# Available data
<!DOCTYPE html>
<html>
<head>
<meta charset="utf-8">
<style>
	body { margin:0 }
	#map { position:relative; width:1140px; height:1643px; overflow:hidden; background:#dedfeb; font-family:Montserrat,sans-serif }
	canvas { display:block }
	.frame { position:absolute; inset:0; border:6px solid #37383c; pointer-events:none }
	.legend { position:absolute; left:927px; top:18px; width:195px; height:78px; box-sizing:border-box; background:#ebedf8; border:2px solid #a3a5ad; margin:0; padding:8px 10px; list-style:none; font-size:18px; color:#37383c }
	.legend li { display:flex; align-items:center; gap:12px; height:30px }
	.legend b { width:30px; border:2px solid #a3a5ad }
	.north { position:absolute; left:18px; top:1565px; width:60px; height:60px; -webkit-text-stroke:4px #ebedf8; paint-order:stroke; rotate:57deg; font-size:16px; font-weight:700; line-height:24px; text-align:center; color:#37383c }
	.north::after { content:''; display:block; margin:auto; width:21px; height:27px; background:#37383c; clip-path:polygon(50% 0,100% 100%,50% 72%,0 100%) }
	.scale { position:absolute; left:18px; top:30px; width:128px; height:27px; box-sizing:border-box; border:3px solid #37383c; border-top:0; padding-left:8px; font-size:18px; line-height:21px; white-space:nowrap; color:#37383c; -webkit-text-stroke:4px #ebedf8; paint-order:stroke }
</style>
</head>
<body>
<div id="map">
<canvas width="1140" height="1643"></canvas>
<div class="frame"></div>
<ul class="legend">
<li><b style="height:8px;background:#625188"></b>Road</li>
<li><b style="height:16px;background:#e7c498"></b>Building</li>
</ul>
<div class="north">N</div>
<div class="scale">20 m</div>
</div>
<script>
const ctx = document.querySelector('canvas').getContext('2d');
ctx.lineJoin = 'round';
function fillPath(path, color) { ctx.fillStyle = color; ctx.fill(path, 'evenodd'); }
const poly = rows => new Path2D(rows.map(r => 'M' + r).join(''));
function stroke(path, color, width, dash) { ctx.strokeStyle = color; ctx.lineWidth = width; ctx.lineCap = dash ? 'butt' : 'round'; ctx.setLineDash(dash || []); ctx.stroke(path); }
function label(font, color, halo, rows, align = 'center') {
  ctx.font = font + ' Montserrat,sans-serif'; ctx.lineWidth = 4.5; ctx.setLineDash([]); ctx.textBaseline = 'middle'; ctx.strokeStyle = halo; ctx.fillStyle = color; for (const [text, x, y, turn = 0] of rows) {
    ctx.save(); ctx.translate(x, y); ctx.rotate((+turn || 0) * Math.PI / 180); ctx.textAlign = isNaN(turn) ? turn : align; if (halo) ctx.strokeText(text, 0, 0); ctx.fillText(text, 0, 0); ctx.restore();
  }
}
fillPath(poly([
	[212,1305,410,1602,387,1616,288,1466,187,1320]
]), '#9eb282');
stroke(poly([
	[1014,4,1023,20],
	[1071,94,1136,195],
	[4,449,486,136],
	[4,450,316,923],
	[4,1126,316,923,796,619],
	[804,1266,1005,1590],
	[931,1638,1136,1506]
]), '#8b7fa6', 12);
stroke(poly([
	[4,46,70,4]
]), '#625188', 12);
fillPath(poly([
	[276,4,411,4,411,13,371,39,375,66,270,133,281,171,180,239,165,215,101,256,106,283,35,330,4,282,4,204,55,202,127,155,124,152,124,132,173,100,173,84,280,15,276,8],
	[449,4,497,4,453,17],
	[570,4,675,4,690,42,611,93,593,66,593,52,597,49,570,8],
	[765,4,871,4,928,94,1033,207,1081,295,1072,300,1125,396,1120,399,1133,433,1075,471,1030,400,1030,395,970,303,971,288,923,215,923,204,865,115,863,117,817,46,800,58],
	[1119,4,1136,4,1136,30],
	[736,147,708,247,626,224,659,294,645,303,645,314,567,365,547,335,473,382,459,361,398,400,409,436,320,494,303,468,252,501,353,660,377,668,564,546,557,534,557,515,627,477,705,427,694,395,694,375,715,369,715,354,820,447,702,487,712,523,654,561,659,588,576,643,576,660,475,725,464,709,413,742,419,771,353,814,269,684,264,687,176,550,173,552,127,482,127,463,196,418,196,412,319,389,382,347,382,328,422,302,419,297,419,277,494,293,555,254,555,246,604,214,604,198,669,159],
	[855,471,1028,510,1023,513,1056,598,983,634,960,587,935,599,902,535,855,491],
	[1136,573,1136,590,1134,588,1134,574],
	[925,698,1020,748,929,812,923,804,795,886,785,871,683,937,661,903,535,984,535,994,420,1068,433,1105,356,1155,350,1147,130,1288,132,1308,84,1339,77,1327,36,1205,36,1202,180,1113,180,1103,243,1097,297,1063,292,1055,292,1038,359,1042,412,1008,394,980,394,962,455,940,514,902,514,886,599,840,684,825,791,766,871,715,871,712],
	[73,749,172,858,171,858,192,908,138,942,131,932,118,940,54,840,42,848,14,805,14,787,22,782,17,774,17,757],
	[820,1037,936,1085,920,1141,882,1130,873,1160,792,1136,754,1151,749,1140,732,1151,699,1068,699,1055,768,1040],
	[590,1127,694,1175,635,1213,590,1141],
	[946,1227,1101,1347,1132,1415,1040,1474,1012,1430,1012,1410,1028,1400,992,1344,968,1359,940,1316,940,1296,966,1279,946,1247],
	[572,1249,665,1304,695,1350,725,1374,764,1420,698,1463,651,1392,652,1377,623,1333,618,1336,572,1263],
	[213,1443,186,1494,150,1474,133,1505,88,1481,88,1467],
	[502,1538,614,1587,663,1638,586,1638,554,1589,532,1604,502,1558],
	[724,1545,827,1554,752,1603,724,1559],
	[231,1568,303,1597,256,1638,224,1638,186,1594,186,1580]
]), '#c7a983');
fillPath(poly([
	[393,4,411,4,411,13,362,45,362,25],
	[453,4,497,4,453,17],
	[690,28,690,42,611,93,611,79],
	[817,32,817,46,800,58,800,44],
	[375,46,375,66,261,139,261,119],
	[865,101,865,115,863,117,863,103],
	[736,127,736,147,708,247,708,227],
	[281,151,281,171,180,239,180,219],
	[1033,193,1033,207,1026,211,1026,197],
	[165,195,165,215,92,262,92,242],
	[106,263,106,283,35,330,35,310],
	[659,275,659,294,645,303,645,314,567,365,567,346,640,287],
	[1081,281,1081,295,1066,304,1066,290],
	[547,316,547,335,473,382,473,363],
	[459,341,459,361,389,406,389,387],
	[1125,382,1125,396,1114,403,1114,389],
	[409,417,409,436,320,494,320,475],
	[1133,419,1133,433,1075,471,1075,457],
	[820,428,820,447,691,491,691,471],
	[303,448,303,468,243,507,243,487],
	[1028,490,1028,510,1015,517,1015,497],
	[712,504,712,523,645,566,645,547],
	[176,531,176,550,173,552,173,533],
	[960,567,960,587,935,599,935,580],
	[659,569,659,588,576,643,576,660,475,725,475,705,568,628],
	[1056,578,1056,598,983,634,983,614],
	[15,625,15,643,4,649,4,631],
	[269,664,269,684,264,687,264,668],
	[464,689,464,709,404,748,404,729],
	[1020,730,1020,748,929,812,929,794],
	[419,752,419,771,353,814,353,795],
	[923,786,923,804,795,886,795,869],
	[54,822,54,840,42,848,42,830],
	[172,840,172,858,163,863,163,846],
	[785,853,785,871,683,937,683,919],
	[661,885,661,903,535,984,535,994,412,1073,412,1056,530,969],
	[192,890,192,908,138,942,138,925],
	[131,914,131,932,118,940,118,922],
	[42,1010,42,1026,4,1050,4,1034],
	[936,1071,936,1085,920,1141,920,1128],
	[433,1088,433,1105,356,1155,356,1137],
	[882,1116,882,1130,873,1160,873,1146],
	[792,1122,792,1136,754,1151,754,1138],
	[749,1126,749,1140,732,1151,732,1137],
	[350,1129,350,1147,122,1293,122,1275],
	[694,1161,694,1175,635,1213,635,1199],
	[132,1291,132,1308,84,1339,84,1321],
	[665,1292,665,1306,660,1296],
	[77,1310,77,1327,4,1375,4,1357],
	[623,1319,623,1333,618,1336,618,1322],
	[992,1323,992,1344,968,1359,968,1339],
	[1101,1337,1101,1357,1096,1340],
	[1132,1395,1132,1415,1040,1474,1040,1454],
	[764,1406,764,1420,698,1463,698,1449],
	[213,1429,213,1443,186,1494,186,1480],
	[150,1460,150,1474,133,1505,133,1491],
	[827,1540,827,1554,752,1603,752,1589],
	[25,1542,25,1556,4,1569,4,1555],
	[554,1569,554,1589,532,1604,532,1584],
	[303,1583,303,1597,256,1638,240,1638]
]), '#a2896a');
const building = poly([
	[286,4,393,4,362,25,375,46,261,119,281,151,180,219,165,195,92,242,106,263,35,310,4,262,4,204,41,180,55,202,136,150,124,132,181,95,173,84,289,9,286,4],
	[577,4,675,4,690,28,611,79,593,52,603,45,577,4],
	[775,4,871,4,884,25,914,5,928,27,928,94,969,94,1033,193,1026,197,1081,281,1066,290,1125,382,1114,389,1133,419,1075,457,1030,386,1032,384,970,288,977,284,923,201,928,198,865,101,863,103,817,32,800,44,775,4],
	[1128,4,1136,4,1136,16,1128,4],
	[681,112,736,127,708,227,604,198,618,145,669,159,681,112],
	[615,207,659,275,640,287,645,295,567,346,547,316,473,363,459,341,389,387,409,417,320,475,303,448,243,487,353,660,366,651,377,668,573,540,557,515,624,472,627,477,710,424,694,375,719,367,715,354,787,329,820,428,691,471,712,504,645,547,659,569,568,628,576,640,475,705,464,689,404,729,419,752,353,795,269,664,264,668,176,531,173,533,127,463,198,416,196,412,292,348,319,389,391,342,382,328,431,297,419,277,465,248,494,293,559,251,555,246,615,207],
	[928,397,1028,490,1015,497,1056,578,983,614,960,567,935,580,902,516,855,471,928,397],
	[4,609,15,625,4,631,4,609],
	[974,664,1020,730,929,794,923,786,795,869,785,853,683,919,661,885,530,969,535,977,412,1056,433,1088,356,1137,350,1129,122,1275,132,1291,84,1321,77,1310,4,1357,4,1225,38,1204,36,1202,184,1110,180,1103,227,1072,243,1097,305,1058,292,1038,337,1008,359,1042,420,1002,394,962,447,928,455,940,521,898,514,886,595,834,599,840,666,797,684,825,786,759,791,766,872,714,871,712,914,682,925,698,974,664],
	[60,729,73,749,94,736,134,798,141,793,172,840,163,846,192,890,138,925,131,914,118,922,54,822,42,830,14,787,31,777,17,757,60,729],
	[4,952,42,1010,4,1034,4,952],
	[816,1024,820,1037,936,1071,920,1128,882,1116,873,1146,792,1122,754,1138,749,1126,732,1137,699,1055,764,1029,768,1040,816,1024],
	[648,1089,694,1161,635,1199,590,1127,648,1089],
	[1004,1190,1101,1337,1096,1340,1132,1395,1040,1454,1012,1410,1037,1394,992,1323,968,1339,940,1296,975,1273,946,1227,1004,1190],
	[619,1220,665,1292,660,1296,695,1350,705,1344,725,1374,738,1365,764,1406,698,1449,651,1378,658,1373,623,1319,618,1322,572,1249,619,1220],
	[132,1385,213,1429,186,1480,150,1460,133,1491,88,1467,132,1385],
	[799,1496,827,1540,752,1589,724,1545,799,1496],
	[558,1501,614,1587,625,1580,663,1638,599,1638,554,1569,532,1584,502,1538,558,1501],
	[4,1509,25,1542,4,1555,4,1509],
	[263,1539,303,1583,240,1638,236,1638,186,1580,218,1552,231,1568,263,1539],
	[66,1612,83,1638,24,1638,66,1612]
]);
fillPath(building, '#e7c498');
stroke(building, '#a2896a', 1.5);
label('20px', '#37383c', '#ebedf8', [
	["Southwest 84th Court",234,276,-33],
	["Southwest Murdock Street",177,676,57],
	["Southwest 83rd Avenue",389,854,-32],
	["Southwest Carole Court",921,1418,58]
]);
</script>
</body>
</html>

# What is expected
Reproduce each line above that contains "turn".

# Written answer
  ctx.font = font + ' Montserrat,sans-serif'; ctx.lineWidth = 4.5; ctx.setLineDash([]); ctx.textBaseline = 'middle'; ctx.strokeStyle = halo; ctx.fillStyle = color; for (const [text, x, y, turn = 0] of rows) {
    ctx.save(); ctx.translate(x, y); ctx.rotate((+turn || 0) * Math.PI / 180); ctx.textAlign = isNaN(turn) ? turn : align; if (halo) ctx.strokeText(text, 0, 0); ctx.fillText(text, 0, 0); ctx.restore();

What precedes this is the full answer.